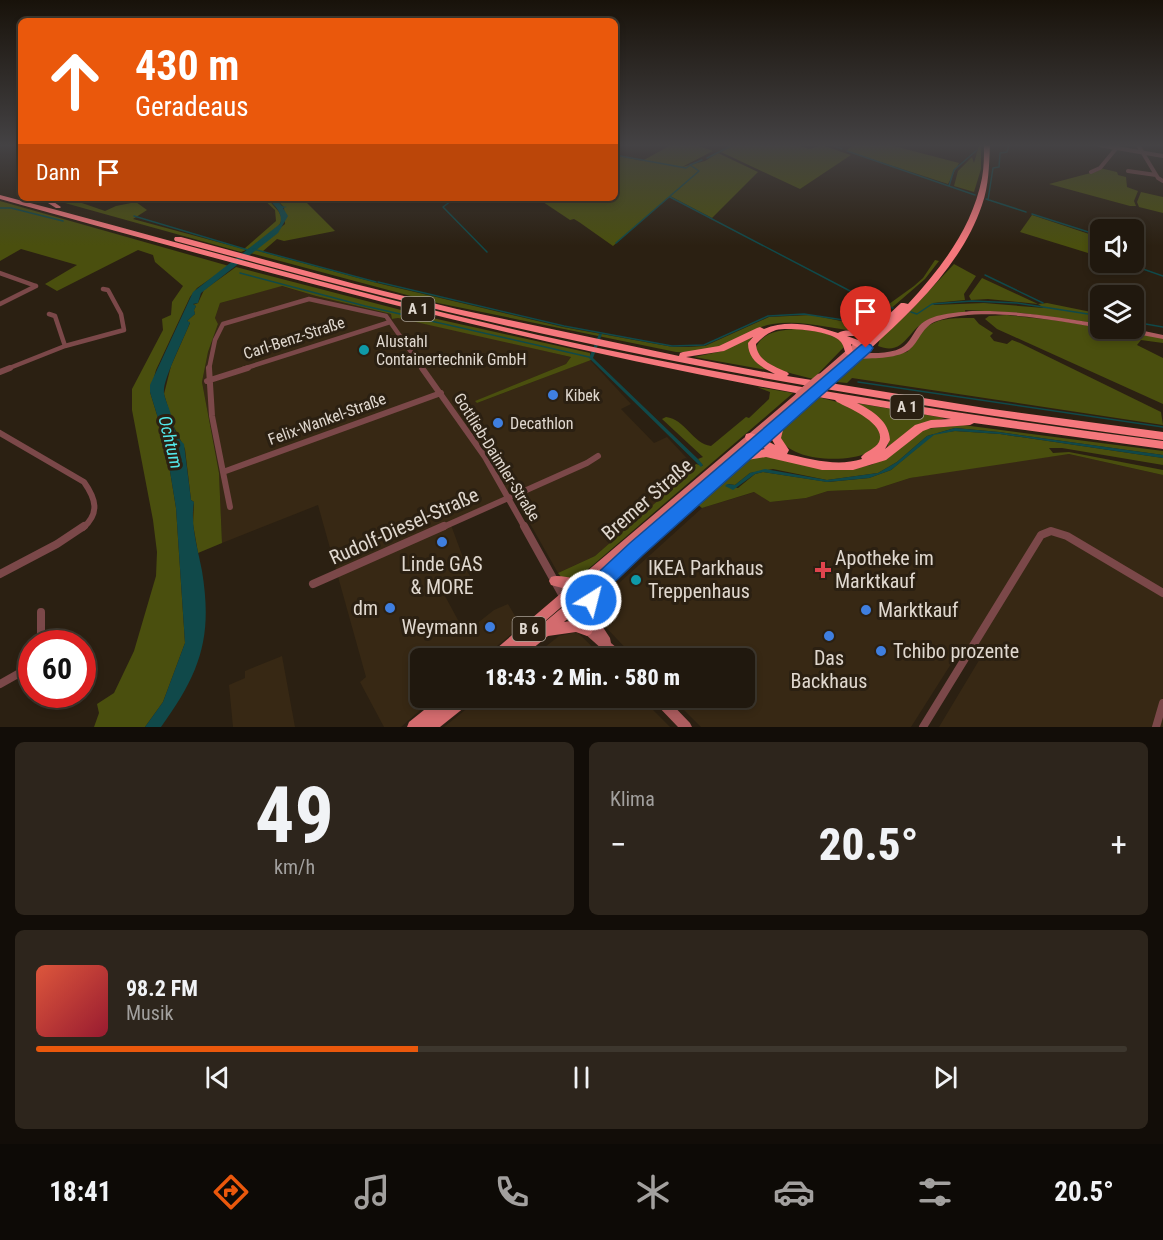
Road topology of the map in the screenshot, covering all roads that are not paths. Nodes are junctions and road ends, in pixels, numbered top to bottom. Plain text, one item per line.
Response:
1 (985, 179) edge
2 (0, 191) edge
3 (18, 196) edge
4 (0, 197) edge
5 (37, 201) edge
6 (48, 201) edge
7 (58, 207) junction
8 (234, 258) junction
9 (0, 273) edge
10 (931, 282) junction
11 (36, 286) joint
12 (103, 289) dead end
13 (0, 304) edge
14 (49, 314) dead end
15 (390, 322) junction
16 (1090, 325) edge
17 (874, 331) junction
18 (1144, 333) edge
19 (841, 334) junction
20 (1163, 337) edge
21 (595, 345) junction
22 (864, 345) junction
23 (65, 346) junction
24 (883, 353) junction
25 (661, 354) junction
26 (852, 355) junction
27 (0, 372) edge
28 (825, 378) junction
29 (797, 380) junction
30 (207, 381) junction
31 (441, 393) junction
32 (814, 394) junction
33 (995, 421) junction
34 (780, 422) junction
35 (0, 433) edge
36 (1163, 436) edge
37 (756, 440) junction
38 (1163, 445) edge
39 (776, 454) junction
40 (598, 456) dead end
41 (741, 457) junction
42 (800, 457) junction
43 (223, 472) junction
44 (508, 498) junction
45 (230, 507) dead end
46 (0, 574) edge
47 (555, 580) junction
48 (581, 583) junction
49 (313, 584) dead end
50 (593, 591) junction
51 (1163, 593) edge
52 (564, 598) junction
53 (573, 608) junction
54 (41, 612) dead end
55 (590, 626) junction
56 (41, 630) edge
57 (547, 630) junction
58 (506, 648) edge
59 (524, 648) edge
60 (610, 648) edge
61 (18, 674) edge
62 (0, 684) edge
63 (1163, 703) edge
64 (437, 708) edge
65 (453, 708) edge
66 (668, 708) edge
67 (414, 727) edge
68 (430, 727) edge
69 (686, 727) edge
70 (923, 727) edge
71 (1156, 727) edge

1 - 10 highway, B 6
2 - 3 highway
4 - 8 highway, A 1
5 - 7 highway, A 1
6 - 7 highway
7 - 8 highway, A 1
8 - 21 highway, A 1
9 - 11 street
10 - 17 highway, B 6
10 - 22 highway, B 6
11 - 13 street
12 - 23 street
14 - 23 street
15 - 30 street, Carl-Benz-Straße
15 - 30 street
15 - 31 street, Gottlieb-Daimler-Straße
16 - 24 street
17 - 19 highway
17 - 22 highway, B 6
18 - 20 street
19 - 22 highway
19 - 25 highway
19 - 26 highway
19 - 29 highway
21 - 25 highway, A 1
21 - 32 highway, A 1
22 - 24 street
22 - 26 main road, B 6
23 - 27 street
24 - 26 street
25 - 29 highway, A 1
26 - 28 main road, B 6
28 - 32 main road, B 6, bridge
28 - 37 main road, Bremer Straße / B 6, bridge
29 - 36 highway, A 1
30 - 43 street
31 - 43 street, Felix-Wankel-Straße
31 - 44 street, Gottlieb-Daimler-Straße
32 - 33 highway, A 1
32 - 34 main road, Bremer Straße / B 6
32 - 42 highway
33 - 38 highway, A 1
33 - 39 highway
34 - 37 main road, Bremer Straße / B 6
34 - 42 highway
35 - 46 street
37 - 39 highway
37 - 41 main road, Bremer Straße / B 6
37 - 42 highway
37 - 48 main road, Bremer Straße / B 6
39 - 41 highway
40 - 44 street, Rudolf-Diesel-Straße
41 - 50 main road, Bremer Straße / B 6
43 - 45 street
44 - 47 street, Gottlieb-Daimler-Straße
44 - 49 street, Rudolf-Diesel-Straße
47 - 48 main road
47 - 52 street, Gottlieb-Daimler-Straße
48 - 52 main road, Bremer Straße / B 6
50 - 53 main road, Bremer Straße / B 6
50 - 55 main road
51 - 70 street
52 - 53 street
52 - 58 main road, Bremer Straße / B 6
53 - 55 street
53 - 57 main road, Bremer Straße / B 6
54 - 56 street
55 - 57 main road
55 - 60 street
57 - 59 main road, Bremer Straße / B 6
61 - 62 street
63 - 71 street
64 - 67 main road
65 - 68 main road
66 - 69 street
----------------
Each line above where the word "Rudolf" occurs should be copied out.

40 - 44 street, Rudolf-Diesel-Straße
44 - 49 street, Rudolf-Diesel-Straße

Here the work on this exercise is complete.